Description of the task =>
Wherever the string "Jefferson" shows up in the records below, return that line.

Data under study =>
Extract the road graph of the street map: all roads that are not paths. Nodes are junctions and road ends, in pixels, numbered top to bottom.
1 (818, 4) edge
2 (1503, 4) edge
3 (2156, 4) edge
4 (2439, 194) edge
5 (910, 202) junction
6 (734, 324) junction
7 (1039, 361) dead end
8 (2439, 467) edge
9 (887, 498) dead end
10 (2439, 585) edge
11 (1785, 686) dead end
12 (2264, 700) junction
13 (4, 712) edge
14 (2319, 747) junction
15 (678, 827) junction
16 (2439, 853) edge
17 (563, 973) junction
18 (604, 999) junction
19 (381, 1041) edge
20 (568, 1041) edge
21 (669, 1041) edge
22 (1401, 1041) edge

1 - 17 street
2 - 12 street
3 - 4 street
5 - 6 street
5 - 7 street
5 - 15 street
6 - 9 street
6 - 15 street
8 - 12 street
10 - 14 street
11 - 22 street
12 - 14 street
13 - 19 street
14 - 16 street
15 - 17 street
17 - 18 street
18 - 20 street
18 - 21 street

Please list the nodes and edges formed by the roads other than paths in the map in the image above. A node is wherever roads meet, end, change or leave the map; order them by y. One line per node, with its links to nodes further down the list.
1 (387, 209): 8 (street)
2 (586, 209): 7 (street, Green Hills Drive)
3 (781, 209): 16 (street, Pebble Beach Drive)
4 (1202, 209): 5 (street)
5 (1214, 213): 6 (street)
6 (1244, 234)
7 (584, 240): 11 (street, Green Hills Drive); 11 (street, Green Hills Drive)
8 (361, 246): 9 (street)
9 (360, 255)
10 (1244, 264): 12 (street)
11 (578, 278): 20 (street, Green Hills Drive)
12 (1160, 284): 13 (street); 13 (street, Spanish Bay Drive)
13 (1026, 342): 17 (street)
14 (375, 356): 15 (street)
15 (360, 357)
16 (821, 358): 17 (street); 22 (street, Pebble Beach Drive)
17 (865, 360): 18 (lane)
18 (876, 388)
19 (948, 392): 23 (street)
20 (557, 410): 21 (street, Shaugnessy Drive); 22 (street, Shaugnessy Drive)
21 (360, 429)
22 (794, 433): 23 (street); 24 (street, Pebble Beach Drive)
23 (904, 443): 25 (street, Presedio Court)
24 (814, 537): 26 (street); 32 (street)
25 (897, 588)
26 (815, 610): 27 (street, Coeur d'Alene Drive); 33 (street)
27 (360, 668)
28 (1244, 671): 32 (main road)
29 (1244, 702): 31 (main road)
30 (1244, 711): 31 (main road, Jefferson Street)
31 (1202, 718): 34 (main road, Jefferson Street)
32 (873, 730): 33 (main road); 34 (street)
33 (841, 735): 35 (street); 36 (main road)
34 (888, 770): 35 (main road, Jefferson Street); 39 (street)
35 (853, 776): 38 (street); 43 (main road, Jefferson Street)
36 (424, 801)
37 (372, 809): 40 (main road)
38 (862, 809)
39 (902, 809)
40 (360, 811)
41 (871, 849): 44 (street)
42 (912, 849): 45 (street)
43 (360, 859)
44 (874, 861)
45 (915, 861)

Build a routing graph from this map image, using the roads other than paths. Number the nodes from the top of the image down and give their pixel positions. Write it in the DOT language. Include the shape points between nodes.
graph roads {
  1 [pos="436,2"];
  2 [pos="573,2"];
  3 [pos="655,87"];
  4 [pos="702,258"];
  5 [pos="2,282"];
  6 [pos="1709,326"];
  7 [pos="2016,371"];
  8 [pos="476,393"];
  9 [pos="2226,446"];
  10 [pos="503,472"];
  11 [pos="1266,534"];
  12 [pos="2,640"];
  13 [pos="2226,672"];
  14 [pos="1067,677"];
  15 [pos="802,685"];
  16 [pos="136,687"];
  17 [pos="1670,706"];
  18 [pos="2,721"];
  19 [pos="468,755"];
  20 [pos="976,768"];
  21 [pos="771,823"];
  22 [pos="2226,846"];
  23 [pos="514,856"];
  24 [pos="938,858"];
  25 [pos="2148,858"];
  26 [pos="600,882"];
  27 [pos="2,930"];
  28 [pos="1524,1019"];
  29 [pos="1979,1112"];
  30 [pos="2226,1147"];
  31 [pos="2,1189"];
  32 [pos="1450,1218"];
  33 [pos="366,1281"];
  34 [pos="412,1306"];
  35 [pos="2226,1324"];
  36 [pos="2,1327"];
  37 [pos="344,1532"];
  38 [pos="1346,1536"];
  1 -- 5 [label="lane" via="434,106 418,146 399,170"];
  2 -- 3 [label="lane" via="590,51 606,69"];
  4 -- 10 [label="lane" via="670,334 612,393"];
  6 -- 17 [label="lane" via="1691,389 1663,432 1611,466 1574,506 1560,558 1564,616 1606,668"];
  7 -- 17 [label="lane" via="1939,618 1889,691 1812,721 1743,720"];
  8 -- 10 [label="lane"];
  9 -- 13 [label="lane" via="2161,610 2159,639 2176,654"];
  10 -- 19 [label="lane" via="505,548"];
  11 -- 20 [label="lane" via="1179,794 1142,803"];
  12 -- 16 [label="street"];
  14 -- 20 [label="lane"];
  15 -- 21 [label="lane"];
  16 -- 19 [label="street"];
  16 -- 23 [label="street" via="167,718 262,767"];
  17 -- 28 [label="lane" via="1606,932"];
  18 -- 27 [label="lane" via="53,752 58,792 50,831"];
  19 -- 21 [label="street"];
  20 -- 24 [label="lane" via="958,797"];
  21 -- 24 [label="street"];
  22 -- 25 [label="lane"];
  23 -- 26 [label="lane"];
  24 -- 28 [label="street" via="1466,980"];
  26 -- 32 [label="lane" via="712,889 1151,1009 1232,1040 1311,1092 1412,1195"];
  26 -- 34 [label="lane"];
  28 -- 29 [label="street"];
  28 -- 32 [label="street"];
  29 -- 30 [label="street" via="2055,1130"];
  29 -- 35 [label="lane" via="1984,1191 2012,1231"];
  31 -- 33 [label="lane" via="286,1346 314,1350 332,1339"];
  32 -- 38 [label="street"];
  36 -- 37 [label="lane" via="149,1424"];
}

Reply to the task =>
30 (1244, 711): 31 (main road, Jefferson Street)
31 (1202, 718): 34 (main road, Jefferson Street)
34 (888, 770): 35 (main road, Jefferson Street); 39 (street)
35 (853, 776): 38 (street); 43 (main road, Jefferson Street)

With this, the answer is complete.